The honest how is AI coding agents: Claude Code most of all, with Codex and local models through Ollama where they fit.

I am not a developer in the traditional sense, and I did not hand-write every line. I chose the targets, argued with the architecture, read the diffs, ran the tests, filed the issues, and cut the releases under my own drupal.org account. The models multiplied what I could ship. They did not decide what mattered. That distinction is the whole story for Zivtech right now: AI is in our process, human judgment is still the governing layer, and the gains flow back into better client work and better open-source infrastructure.

What I am not claiming

I am not claiming GEO Starter guarantees citations, rankings, or AI visibility. It does not.

I am not claiming every Drupal site should be rebuilt around this recipe. It should not.

I am not claiming AI agents make expertise optional. They do the opposite — they make weak judgment cheaper to express and strong judgment more valuable.

And I am not claiming Drupal wins by default. Drupal has the architecture, but architecture only wins when people can see it, install it, test it, migrate to it, and explain it to buyers.

FAQ

Is Drupal really better than a proprietary CMS for AI? For governed, agent-readable content, the architecture favors it.
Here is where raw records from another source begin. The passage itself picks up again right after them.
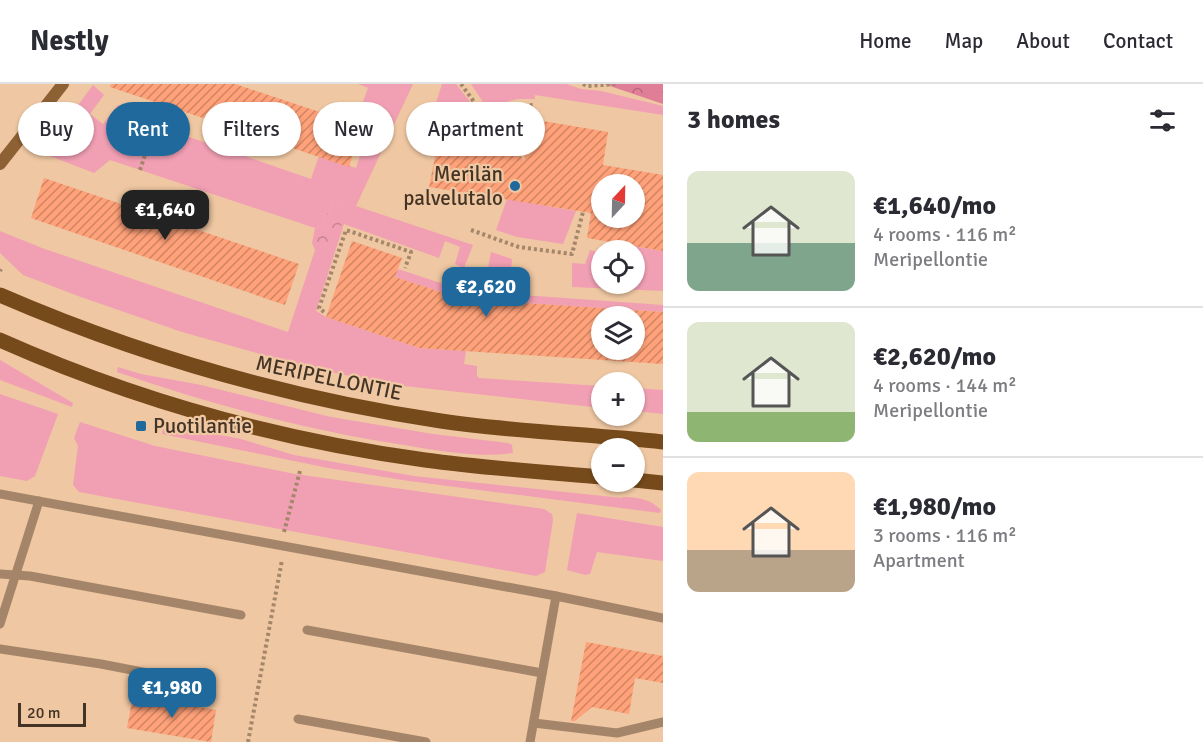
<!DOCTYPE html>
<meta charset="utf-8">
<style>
:root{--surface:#fff;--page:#f2f2f3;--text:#2b2b33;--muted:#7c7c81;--line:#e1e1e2;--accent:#1f699d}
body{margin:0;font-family:Signika,sans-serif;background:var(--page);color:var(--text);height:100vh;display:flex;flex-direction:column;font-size:22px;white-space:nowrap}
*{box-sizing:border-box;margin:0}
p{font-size:20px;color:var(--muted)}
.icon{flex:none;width:33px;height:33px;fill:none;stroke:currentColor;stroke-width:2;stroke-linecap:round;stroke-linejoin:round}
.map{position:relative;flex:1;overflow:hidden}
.details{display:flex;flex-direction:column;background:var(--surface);width:540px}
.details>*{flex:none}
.hud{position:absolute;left:18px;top:18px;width:555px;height:54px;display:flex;gap:12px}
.needle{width:39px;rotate:22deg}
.controls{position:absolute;left:591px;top:90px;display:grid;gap:12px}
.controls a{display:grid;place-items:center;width:54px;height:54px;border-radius:50%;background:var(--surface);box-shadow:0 2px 4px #0004;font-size:30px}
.scale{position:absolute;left:18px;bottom:15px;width:68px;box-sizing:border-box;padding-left:6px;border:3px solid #443425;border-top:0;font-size:16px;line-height:21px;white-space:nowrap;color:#443425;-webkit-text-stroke:4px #efc7a2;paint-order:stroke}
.price{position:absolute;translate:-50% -51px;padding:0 14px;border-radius:12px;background:var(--accent);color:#fff;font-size:20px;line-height:39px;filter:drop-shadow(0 2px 3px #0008)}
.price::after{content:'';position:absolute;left:50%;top:36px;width:18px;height:14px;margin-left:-9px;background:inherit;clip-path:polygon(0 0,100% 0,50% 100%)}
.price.on{background:#222;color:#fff}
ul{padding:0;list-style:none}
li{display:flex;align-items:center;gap:18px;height:150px;padding:0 24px}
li+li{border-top:2px solid var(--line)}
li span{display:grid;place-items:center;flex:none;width:168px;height:120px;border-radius:12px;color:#555}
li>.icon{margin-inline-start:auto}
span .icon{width:72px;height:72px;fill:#fffc;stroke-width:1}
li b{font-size:26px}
h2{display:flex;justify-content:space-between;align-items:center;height:72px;padding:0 24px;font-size:26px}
.tag{padding:0 21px;border-radius:27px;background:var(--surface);box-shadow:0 2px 4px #0004;font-size:21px;line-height:54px}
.tag.on{background:var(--accent);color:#fff}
header{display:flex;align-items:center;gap:36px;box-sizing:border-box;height:84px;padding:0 30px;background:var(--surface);border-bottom:2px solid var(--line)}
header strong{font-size:28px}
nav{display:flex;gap:33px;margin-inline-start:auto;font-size:21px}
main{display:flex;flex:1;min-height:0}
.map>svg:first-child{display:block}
</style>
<header>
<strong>Nestly</strong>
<nav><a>Home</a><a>Map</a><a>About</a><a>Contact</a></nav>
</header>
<main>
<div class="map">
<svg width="663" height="658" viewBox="0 0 663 658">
<defs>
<pattern id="forest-crowns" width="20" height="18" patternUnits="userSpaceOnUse" patternTransform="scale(1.5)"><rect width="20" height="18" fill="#e07d97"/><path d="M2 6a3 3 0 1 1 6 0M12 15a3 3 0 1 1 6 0" fill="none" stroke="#b7677b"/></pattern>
<pattern id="park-crowns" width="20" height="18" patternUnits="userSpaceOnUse" patternTransform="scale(1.5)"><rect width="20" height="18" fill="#f19fb3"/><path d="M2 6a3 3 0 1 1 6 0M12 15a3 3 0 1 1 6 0" fill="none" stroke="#c58291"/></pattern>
<pattern id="building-hatch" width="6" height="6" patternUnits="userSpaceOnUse" patternTransform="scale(1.5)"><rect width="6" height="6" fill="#ffa179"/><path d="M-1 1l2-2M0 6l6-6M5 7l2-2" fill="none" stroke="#d08463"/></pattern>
</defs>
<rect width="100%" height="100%" fill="#efc7a2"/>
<g fill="#f19fb3">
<polygon points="358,0 413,0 356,122 473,161 464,184 455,180 460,163 445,157 439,174 344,140 316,227 326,233 419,264 466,267 464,280 477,282 477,292 479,294 601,302 601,324 405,302 339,290 278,275 182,248 78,212 23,191 0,169 0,147 42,164 288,248 315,166 327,170 348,125 333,117 322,141 315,144 110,76 94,89 42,69 93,1 104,11 90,30 103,40 118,21 137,35 311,95 319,72 356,84 373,32 360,26 368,4"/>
<polygon points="442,0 456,0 490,43 488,44 501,62 427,47"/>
<polygon points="471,0 567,0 581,5 601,7 663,22 663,31 535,11 535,15 517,15 488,23 485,21"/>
<polygon points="513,23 514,26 521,26 521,23 533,23 525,69 516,67 492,36 494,34 493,32"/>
<polygon points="507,115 576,127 563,160 517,153 496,146"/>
<polygon points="620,160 663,167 663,207 572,203 572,179 585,180 590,166 601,169 602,200 634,200 634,166 619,166"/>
<polygon points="491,168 512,175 510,196 486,195"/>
<polygon points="398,185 465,207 663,221 663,228 462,215 395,193"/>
<polygon points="0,276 73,319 72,323 0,296"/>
<path d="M118 283 141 290 201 301 331 333 433 350 508 359 512 361 513 369C476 374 440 367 404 361 306 346 210 320 117 288Z"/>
<polygon points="635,304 663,306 663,330 635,327"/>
<polygon points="0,310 58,330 35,392 27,397 0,392"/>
<polygon points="80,338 155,362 295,390 544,425 552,430 553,436 545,488 536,492 79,408 73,401 78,362 74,354"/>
<path d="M163 345 220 351 241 355 294 371 414 392 622 414 623 413C638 413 650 415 661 426L660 429 409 397 328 384 162 350Z"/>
<polygon points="577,429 663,443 663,477 597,468 590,490 585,491 567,486"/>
</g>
<polygon fill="url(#forest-crowns)" points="604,0 663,0 663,20"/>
<polygon fill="url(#park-crowns)" points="333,117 349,125 327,171 315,166 312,159 315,144 322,141"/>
<g fill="url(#building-hatch)" fill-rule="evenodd">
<polygon points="111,0 235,0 362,42 349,83 110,3"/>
<path d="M531 35 608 48 603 81 663 91V167L587 154 591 129 429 103 439 54 517 67 524 77ZM602 100H634V134H602Z"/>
<polygon points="44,94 299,180 285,221 31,134"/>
<path d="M352 157 402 174 395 193 462 215 663 228V280L419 264 326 233ZM602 232H634V266H602Z"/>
<polygon points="586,558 663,572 663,599 635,594 629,630 592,623 575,637 571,637"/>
<polygon points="133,612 216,626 211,658 127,644"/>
</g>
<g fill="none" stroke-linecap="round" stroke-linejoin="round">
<g stroke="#a4866b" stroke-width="4" stroke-dasharray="3 3" stroke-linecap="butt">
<polyline points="461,0 491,41"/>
<polyline points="583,0 587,2 617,0"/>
<polyline points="483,30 507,22 533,21"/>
<polyline points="140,86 158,32"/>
<polyline points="471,146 519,163 572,170 583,128"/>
<polyline points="0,187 1,185"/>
<polyline points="324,228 319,224 346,146 411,168 405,184"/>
<polyline points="284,448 300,387"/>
<polyline points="248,658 282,476"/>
</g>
<g stroke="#a58569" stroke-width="9">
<polyline points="0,410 556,512 663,534"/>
<polyline points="0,490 30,492 241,531"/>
<polyline points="0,540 39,417"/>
<polyline points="307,546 542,589"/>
<polyline points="0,565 101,580 199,599"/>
<polyline points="298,635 426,658"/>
<polyline points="534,639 617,649 663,638"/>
<polyline points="530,658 556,512"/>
</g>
<polyline stroke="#8e6134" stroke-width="12" points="0,80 63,0"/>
<g stroke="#764a1b" stroke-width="15">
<path d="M0 211C143 273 287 314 441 337 514 348 589 350 663 358"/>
<path d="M0 256C135 316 279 356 425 376 483 384 543 388 602 393"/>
<polyline points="634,396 663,399"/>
</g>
</g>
<g fill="#1f699d" stroke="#efc7a2" stroke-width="2">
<circle cx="515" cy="102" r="6"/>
<rect x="135" y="336" width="12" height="12" rx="3"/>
</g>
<g text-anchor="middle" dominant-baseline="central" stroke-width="4.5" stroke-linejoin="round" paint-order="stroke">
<g font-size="21" fill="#443425" stroke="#efc7a2" text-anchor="end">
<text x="503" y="90">Merilän<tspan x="503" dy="24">palvelutalo</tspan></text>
<text x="153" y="342" text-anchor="start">Puotilantie</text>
</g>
<g font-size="21" fill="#443425" stroke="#efc7a2">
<text transform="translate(329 294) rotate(12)">MERIPELLONTIE</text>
</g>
</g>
</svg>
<div class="controls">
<a><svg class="needle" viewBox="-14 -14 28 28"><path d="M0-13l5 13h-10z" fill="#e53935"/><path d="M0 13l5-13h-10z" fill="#7c7c81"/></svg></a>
<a><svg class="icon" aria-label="locate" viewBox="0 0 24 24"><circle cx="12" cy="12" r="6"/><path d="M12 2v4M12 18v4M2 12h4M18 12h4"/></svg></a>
<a><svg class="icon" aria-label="layers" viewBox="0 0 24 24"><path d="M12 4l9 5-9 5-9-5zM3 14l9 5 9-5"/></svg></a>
<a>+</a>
<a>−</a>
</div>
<div class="scale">20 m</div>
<b class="price on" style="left:165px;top:157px">€1,640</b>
<b class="price" style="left:486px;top:234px">€2,620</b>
<b class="price" style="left:172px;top:635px">€1,980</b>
<div class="hud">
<a class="tag">Buy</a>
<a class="tag on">Rent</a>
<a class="tag">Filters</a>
<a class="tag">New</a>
<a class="tag">Apartment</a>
</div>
</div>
<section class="details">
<h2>3 homes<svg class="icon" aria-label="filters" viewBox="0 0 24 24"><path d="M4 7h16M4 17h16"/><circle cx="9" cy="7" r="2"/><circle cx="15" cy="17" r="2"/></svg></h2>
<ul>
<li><span style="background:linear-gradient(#dfe7d0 60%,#7fa58c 0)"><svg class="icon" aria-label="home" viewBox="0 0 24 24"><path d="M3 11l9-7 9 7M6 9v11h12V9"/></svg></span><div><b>€1,640/mo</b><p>4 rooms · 116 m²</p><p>Meripellontie</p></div></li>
<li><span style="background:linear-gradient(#dfe7d0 75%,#8fb573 0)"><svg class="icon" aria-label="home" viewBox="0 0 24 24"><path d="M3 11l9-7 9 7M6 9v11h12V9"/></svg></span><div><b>€2,620/mo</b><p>4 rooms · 144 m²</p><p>Meripellontie</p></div></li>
<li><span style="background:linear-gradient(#ffd9b3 65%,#b9a48a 0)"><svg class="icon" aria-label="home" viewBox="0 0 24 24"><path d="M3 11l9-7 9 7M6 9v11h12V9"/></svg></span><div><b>€1,980/mo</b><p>3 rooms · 116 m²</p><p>Apartment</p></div></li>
</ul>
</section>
</main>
Drupal already treats structured entities, taxonomy, revisions, moderation, permissions, APIs, and rendered public pages as core publishing concerns. That is exactly the layer an agent needs to answer accurately on your behalf — and it is open, so the rules are inspectable.

What is GEO, and what does GEO Starter do? GEO is Generative Engine Optimization: making your content legible to answer engines and agents, not just to traditional search. GEO Starter is a Drupal CMS site-template recipe that ships a governed content model (Service, Answer, Article, Evidence Source), an editorial workflow with review dates, and a companion module that emits schema.org JSON-LD from the same fields the page renders.
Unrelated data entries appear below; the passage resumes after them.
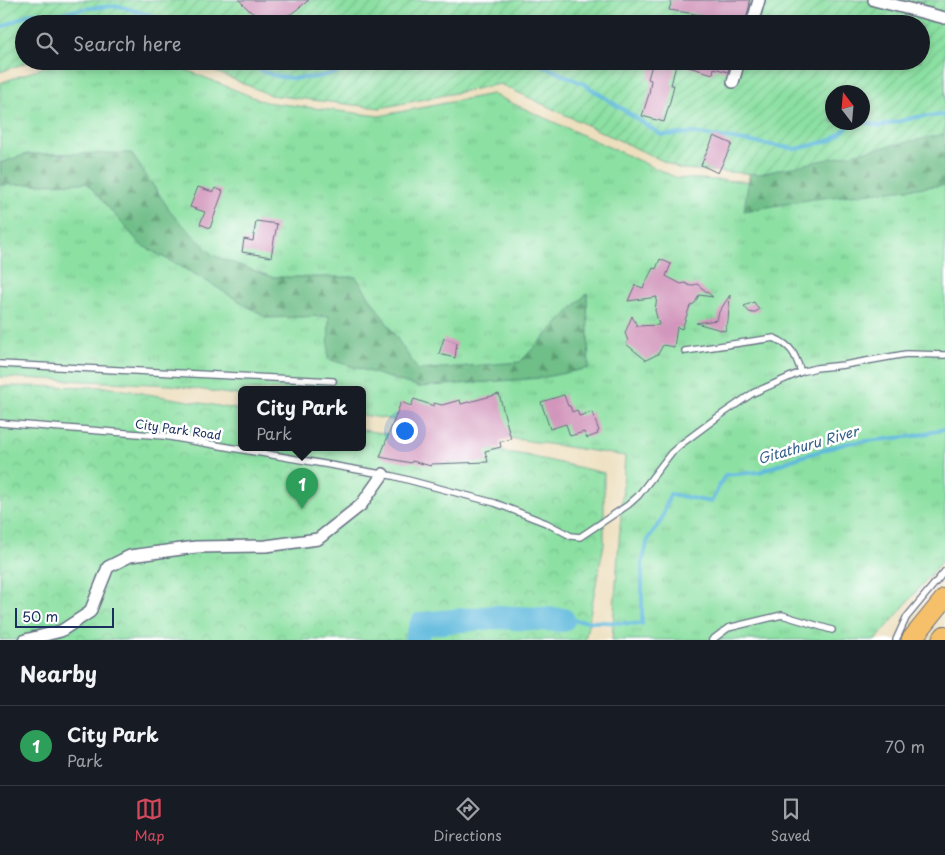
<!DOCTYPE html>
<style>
:root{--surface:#171b24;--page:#20242c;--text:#f1f3f6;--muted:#9ea1a6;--line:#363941;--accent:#d1495b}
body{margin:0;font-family:"Playpen Sans",sans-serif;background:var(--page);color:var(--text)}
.compass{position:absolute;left:825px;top:85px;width:45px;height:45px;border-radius:50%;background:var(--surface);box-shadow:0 2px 8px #0003;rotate:344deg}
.scale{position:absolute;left:15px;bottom:12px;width:99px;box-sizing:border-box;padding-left:5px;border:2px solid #1b2f5e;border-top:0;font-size:14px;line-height:18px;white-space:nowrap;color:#1b2f5e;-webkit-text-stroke:4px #fff;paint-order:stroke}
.you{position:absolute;left:404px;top:430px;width:18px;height:18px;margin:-12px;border:4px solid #fff;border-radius:50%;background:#1a73e8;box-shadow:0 0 0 8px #1a73e833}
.badge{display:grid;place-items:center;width:32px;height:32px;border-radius:50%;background:var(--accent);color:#fff;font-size:16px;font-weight:700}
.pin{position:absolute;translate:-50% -41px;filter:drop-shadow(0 1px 2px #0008)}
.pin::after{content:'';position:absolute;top:26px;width:18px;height:15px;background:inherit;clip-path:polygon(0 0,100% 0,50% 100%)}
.popup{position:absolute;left:238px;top:386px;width:128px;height:65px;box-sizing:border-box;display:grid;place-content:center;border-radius:8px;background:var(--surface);filter:drop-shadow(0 1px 4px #0005);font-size:16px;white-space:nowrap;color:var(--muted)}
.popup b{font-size:19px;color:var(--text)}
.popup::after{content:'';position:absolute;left:50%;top:100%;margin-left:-10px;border:10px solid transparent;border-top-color:var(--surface)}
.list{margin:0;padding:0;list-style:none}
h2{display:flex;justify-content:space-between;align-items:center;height:65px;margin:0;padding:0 20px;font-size:21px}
h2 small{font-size:16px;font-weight:400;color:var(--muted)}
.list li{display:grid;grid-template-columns:32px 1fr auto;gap:15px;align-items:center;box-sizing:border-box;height:80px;padding:0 20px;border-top:1px solid var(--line)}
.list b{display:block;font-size:19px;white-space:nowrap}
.list p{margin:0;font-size:16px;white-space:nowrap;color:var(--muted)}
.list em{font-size:16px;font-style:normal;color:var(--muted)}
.icon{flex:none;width:28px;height:28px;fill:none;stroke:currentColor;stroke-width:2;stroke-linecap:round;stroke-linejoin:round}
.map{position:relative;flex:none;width:945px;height:640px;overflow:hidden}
.search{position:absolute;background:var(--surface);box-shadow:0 2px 8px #0003;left:15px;right:15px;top:15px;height:55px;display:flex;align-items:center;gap:12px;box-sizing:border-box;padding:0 18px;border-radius:28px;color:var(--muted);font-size:19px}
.sheet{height:145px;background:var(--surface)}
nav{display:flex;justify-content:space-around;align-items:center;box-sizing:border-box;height:70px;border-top:1px solid var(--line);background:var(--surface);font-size:14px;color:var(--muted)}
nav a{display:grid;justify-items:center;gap:2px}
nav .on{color:var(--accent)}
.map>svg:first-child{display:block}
.grass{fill:url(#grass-tufts);stroke:#538880}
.forest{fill:url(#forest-firs);stroke:#467673;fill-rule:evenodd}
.park{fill:url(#park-crowns);stroke:#538880}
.garden{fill:url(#garden-furrows);stroke:#538880;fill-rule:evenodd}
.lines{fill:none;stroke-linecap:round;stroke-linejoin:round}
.stream{stroke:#5fb9dd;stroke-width:4}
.river{stroke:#5fb9dd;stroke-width:24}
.building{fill:#d295bb}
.service-casing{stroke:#646d80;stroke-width:8}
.minor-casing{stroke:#646d80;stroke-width:14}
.primary-casing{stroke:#646d80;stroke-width:21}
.trunk-casing{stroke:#646d80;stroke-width:22}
.service{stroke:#fff;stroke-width:5.5}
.minor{stroke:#fff;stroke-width:11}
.primary{stroke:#f6c06b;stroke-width:19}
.trunk{stroke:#f6c06b;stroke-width:20}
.labels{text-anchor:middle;stroke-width:5;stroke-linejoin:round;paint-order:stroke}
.street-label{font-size:12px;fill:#1b2f5e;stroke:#fff}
.water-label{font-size:14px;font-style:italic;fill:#335f8a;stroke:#fff}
</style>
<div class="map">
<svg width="945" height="640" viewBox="0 0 945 640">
<defs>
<pattern id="grass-tufts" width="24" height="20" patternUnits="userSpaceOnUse" patternTransform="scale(1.25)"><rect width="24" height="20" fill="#8be0a2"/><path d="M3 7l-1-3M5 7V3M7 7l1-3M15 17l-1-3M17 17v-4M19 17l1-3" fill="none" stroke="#77c08e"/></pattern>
<pattern id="forest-firs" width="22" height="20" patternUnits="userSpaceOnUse" patternTransform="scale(1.25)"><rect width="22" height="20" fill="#70be88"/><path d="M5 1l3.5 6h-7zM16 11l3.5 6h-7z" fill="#5b9b72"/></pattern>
<pattern id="park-crowns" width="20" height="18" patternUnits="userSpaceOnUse" patternTransform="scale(1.25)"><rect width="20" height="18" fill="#8be0a2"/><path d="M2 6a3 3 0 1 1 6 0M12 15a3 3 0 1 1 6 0" fill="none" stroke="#77c08e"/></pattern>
<pattern id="garden-furrows" width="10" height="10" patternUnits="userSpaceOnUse" patternTransform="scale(1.25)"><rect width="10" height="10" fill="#8be0a2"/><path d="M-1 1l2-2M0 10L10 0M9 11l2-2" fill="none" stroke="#77c08e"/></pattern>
</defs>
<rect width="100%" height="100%" fill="#fff"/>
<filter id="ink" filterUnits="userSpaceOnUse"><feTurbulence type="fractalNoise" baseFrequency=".02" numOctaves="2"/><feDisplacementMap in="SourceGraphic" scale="10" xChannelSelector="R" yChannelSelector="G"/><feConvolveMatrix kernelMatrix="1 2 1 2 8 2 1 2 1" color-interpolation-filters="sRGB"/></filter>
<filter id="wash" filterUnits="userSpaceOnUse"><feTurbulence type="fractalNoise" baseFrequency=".0096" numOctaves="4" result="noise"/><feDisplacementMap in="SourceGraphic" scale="20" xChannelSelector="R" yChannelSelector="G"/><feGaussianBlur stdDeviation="1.12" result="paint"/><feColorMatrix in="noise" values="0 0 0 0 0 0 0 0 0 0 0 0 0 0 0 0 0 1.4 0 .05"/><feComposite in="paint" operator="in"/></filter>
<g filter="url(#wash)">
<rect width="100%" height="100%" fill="#eddfbe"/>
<path class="grass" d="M62 61H164L265 102 379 116 492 94 677 178 759 182 945 143V557L876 640H612L625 456 362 415V390H242V396L171 385 0 377V83Z"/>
<path class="forest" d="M945 76V185L814 199 744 211 751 164 838 79ZM832 92H862V122H832Z
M131 153 173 215 214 256 272 277H356L418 370 520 362 587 293 589 368 541 378 419 387 328 359 329 316 267 318 198 276 141 245 87 183 0 185V163L27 154Z"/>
<path class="park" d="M0 386 106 387 242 410V448H362V430L525 455 604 473V544L585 640H0Z"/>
<path class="garden" d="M0 0H945V134L759 174 680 169 500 84 380 108 270 95 191 61H921V24H24V61H31L0 72ZM832 92H862V122H832Z"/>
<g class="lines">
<path class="stream" d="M0 28 31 13 57 14 89 8 119 6 153 16 170 24
M241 61C252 66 270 76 282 77 309 81 339 75 362 61
M532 61 584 84 662 135 693 133 797 149 832 140 854 122
M862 122 880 126 917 117 945 115
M563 620 642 624V564L648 539 661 521 670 494 711 502 725 475 759 472 800 457 848 443 915 436 945 429"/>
<path class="river" d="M416 640 422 624 494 617 563 620"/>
</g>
<g id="blocks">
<path class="building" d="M239 0H309L291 14 275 19 258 16 251 12Z
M672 0H750L749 3H750L745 24H734L735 20 669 10Z
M653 61H677L671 85H674L670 102 664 122 642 116 649 94 651 80 648 79Z
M678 61H731L728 72 714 68 713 74 678 64Z
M714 136 732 144 718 173 701 165Z
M198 187 213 192 215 188 223 191 210 228 200 224 205 212 190 207Z
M256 221 277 224 271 257 242 252 244 239 253 241Z
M660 259 671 264 666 276 681 284 685 283 690 286 697 284 713 297 699 295 695 303 690 306 682 329 677 327 674 347 663 345 658 354 646 360 626 344 628 341 625 333 632 316 637 326 659 325 655 310 657 297 628 301 635 285 643 288 653 268 656 269Z
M730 295 728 321 725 331 696 323 717 320 719 312Z
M754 302 759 310 753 313 749 312 744 306Z
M444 338 457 343 455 358 439 354Z
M499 394 511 439 500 442 501 447 485 451 488 462 431 464V466L412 461 411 463 380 457 401 402 411 406 414 399 434 406V403L442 405 460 400 461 404Z
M564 395 568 406H570L572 412 577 410 579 416 592 412 599 431 597 432 598 434 587 438 584 432 570 436 566 424 550 429 541 402Z"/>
</g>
</g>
<g filter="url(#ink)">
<use href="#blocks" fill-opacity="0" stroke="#646d80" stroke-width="1"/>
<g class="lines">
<g class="service-casing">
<path id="service" d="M685 351 774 338C792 346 795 354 801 372
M0 364 333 381
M0 423 164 436 393 476 495 503 546 523 571 536 580 537 628 505 638 496 671 453 680 445 715 419 753 393 801 372 816 368 844 365 906 354 945 355
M712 640 728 628 782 615 832 630
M896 640 906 618 945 571"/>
</g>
<g class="minor-casing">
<path id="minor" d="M874 0 945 18
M752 24 759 0
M733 82 739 61
M25 640 61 631 90 612 108 567 130 556 196 547 266 546 318 539 361 505 383 474"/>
</g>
<g class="primary-casing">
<path id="primary" d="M911 640 945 598"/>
</g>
<g class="trunk-casing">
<path id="trunk" d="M942 640 945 636"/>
</g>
<use href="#service" class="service"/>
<use href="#minor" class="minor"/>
<use href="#primary" class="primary"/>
<use href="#trunk" class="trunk"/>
</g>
</g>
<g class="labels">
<g class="street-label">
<text transform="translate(178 430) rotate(8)" y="4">City Park Road</text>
</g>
<g class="water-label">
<text transform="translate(808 445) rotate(-16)" y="5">Gitathuru River</text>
</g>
</g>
</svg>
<svg class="compass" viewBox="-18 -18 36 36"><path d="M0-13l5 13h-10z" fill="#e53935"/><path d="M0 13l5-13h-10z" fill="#9ea1a6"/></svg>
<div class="scale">50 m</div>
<div class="you"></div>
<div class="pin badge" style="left:302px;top:509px;background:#2e9e5b">1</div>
<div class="popup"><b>City Park</b>Park</div>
<div class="search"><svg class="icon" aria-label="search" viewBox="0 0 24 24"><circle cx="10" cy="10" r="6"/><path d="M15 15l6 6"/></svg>Search here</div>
</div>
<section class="sheet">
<h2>Nearby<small></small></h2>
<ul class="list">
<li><span class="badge" style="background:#2e9e5b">1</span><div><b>City Park</b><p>Park</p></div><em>70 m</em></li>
</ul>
</section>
<nav>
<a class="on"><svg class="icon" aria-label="map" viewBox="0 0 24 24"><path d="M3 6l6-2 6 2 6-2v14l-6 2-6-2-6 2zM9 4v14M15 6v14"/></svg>Map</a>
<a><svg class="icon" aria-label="directions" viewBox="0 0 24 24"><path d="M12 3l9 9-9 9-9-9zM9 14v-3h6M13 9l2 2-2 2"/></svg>Directions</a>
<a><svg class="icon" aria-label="saved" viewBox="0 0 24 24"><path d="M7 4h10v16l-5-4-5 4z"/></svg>Saved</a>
</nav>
Does this guarantee AI citations or better rankings? No. Nobody honest can promise that, and GEO Starter's own documentation says so. It builds the structural foundation — clean structure, visible sources, machine-readable facts — that citation- and answer-engine paths favor. It does not promise outcomes.

Can I move my content from Contentful into Drupal today? Yes. Contentful Migration handles the hard parts a plain export drops — rich text, embedded entries, media de-duplication, locales, internal links — over the core Migrate API, and it's released on drupal.org under Drupal's security advisory policy. Install it, run it against your space, and file issues where it falls short.

How was all of this built, and by whom? By me, directing AI coding agents — Claude Code most of all. I chose every target, read every diff, ran the tests, and cut every release under my own drupal.org account. The models multiply what I can ship; they do not decide what matters.

The assignment

If you are evaluating CMS platforms for the agent era, ask harder questions. Where do governed facts live? Can the system publish structured data from the same fields humans review? Can it expose content through APIs without losing editorial control? Can you migrate out of proprietary content stores? Can content be reviewed like code? Can your team own the result? Drupal CMS and GEO Starter are where I would start.

If you are in the Drupal community, build the recipes, migrations, and demos that make the advantage obvious. Look at how other platforms are winning, then build the thing that lets Drupal win on better terms.

Since 2008, Zivtech's purpose has been to illuminate. In the age of agents, that means showing our work and letting you check it. Install the recipe. Try the migration. Read the code. File issues. Send patches — PRs and MRs are welcome.

Drupal CMS, with recipes like GEO Starter, was built for the age of agents. Now we have to make sure the world can see it.